• [WORK TO BE COMPLETED]: Each line below that includes the word "numbered" is to be reported.

• [RECORDS FOR THIS EXERCISE]:
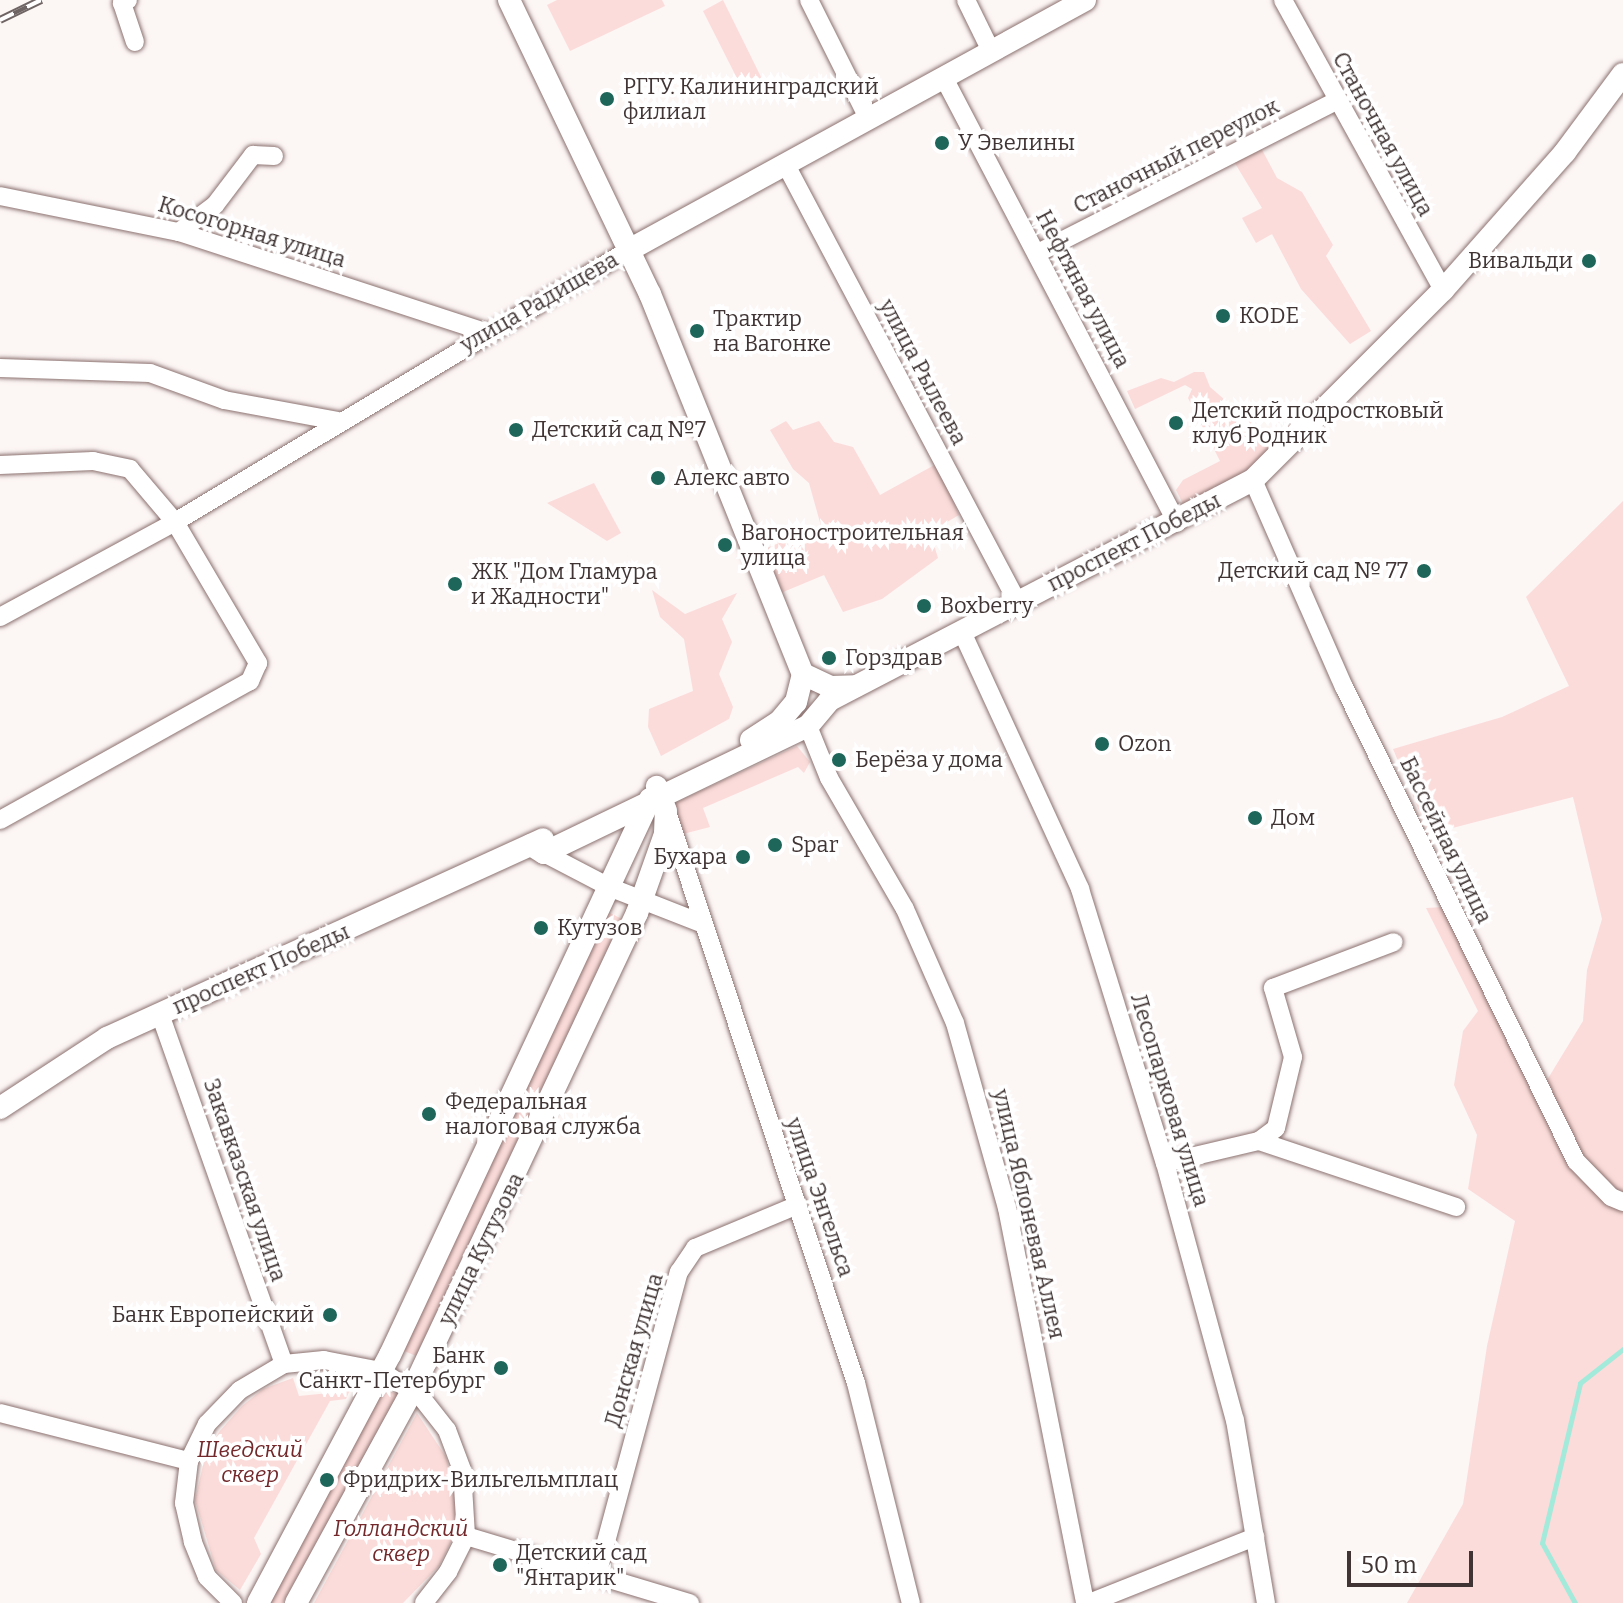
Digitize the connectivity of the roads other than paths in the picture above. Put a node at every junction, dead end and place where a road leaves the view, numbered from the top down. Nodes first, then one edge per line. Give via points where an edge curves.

* * *

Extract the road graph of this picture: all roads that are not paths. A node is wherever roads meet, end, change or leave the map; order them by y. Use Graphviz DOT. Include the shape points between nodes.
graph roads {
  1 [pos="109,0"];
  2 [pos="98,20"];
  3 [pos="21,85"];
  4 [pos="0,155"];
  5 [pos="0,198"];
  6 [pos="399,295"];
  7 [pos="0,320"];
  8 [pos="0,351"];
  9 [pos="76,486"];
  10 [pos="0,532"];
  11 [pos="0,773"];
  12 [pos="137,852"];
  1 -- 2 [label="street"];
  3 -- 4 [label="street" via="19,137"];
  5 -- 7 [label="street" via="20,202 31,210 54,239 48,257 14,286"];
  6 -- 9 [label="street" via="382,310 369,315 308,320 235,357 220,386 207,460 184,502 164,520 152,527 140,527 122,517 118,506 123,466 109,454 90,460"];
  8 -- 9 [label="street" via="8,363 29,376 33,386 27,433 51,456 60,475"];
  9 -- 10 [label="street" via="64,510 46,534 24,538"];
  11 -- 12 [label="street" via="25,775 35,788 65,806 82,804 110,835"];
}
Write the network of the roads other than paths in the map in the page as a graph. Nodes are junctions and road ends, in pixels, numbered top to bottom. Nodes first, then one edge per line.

• [ANSWER BOX]:
Digitize the connectivity of the roads other than paths in the picture above. Put a node at every junction, dead end and place where a road leaves the view, numbered from the top down. Nodes first, then one edge per line. Give via points where an edge curves.
Write the network of the roads other than paths in the map in the page as a graph. Nodes are junctions and road ends, in pixels, numbered top to bottom. Nodes first, then one edge per line.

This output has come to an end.